• YOUR INSTRUCTIONS: All the data should be repeated exactly. Any image in it is left out.

Collection entries:
━━━━

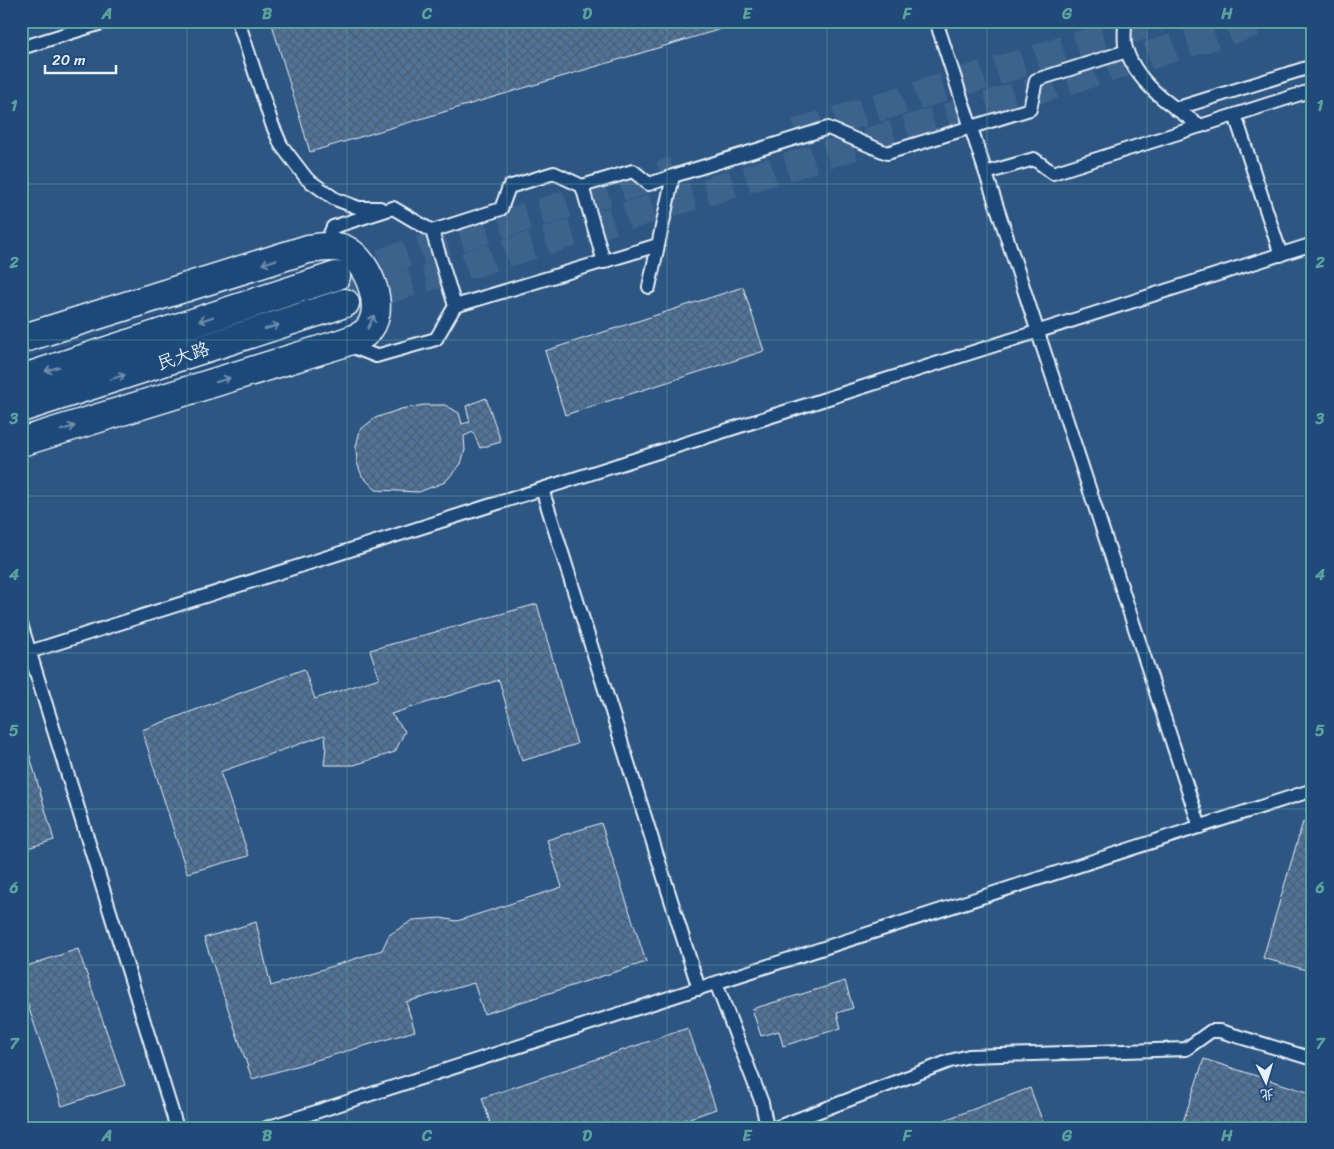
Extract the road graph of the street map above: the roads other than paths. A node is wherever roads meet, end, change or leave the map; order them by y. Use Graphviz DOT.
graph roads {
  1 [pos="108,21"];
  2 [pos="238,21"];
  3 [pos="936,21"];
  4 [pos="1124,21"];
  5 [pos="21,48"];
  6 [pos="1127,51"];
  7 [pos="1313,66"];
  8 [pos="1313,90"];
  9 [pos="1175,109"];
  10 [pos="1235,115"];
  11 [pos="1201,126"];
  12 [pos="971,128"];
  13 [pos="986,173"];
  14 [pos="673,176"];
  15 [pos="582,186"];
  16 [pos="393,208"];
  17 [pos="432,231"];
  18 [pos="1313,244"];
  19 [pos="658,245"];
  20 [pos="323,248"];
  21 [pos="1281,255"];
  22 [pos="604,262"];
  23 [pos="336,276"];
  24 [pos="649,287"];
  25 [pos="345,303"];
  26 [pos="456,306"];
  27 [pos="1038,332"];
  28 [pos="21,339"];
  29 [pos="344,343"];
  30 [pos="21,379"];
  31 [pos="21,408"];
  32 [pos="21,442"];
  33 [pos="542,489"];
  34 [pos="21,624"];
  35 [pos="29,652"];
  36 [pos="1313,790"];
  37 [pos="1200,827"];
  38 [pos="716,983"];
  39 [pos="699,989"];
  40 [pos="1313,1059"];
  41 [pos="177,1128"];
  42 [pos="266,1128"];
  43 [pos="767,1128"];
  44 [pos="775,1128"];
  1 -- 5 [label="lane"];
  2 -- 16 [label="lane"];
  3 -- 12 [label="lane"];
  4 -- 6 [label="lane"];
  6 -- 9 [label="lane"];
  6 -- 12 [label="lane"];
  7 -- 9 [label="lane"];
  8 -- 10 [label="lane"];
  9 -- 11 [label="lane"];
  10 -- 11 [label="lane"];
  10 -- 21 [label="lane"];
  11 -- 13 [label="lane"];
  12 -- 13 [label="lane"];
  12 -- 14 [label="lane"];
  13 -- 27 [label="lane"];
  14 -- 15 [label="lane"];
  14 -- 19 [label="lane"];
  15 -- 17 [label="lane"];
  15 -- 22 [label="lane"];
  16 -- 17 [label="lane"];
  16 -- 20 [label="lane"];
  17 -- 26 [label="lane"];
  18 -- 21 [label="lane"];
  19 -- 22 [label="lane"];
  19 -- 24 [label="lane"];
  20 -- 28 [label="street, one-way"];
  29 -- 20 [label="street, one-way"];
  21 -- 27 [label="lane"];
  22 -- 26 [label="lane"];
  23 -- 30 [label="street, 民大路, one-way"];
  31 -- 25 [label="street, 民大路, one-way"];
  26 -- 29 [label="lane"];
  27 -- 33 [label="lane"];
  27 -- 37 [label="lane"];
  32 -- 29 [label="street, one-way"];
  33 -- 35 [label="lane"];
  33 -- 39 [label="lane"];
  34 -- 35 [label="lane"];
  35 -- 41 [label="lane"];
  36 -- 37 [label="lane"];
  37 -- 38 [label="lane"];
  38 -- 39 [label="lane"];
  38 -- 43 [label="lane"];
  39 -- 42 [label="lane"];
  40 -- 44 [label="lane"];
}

━━━━

• EXERCISE OUTPUT:
Extract the road graph of the street map above: the roads other than paths. A node is wherever roads meet, end, change or leave the map; order them by y. Use Graphviz DOT.
graph roads {
  1 [pos="108,21"];
  2 [pos="238,21"];
  3 [pos="936,21"];
  4 [pos="1124,21"];
  5 [pos="21,48"];
  6 [pos="1127,51"];
  7 [pos="1313,66"];
  8 [pos="1313,90"];
  9 [pos="1175,109"];
  10 [pos="1235,115"];
  11 [pos="1201,126"];
  12 [pos="971,128"];
  13 [pos="986,173"];
  14 [pos="673,176"];
  15 [pos="582,186"];
  16 [pos="393,208"];
  17 [pos="432,231"];
  18 [pos="1313,244"];
  19 [pos="658,245"];
  20 [pos="323,248"];
  21 [pos="1281,255"];
  22 [pos="604,262"];
  23 [pos="336,276"];
  24 [pos="649,287"];
  25 [pos="345,303"];
  26 [pos="456,306"];
  27 [pos="1038,332"];
  28 [pos="21,339"];
  29 [pos="344,343"];
  30 [pos="21,379"];
  31 [pos="21,408"];
  32 [pos="21,442"];
  33 [pos="542,489"];
  34 [pos="21,624"];
  35 [pos="29,652"];
  36 [pos="1313,790"];
  37 [pos="1200,827"];
  38 [pos="716,983"];
  39 [pos="699,989"];
  40 [pos="1313,1059"];
  41 [pos="177,1128"];
  42 [pos="266,1128"];
  43 [pos="767,1128"];
  44 [pos="775,1128"];
  1 -- 5 [label="lane"];
  2 -- 16 [label="lane"];
  3 -- 12 [label="lane"];
  4 -- 6 [label="lane"];
  6 -- 9 [label="lane"];
  6 -- 12 [label="lane"];
  7 -- 9 [label="lane"];
  8 -- 10 [label="lane"];
  9 -- 11 [label="lane"];
  10 -- 11 [label="lane"];
  10 -- 21 [label="lane"];
  11 -- 13 [label="lane"];
  12 -- 13 [label="lane"];
  12 -- 14 [label="lane"];
  13 -- 27 [label="lane"];
  14 -- 15 [label="lane"];
  14 -- 19 [label="lane"];
  15 -- 17 [label="lane"];
  15 -- 22 [label="lane"];
  16 -- 17 [label="lane"];
  16 -- 20 [label="lane"];
  17 -- 26 [label="lane"];
  18 -- 21 [label="lane"];
  19 -- 22 [label="lane"];
  19 -- 24 [label="lane"];
  20 -- 28 [label="street, one-way"];
  29 -- 20 [label="street, one-way"];
  21 -- 27 [label="lane"];
  22 -- 26 [label="lane"];
  23 -- 30 [label="street, 民大路, one-way"];
  31 -- 25 [label="street, 民大路, one-way"];
  26 -- 29 [label="lane"];
  27 -- 33 [label="lane"];
  27 -- 37 [label="lane"];
  32 -- 29 [label="street, one-way"];
  33 -- 35 [label="lane"];
  33 -- 39 [label="lane"];
  34 -- 35 [label="lane"];
  35 -- 41 [label="lane"];
  36 -- 37 [label="lane"];
  37 -- 38 [label="lane"];
  38 -- 39 [label="lane"];
  38 -- 43 [label="lane"];
  39 -- 42 [label="lane"];
  40 -- 44 [label="lane"];
}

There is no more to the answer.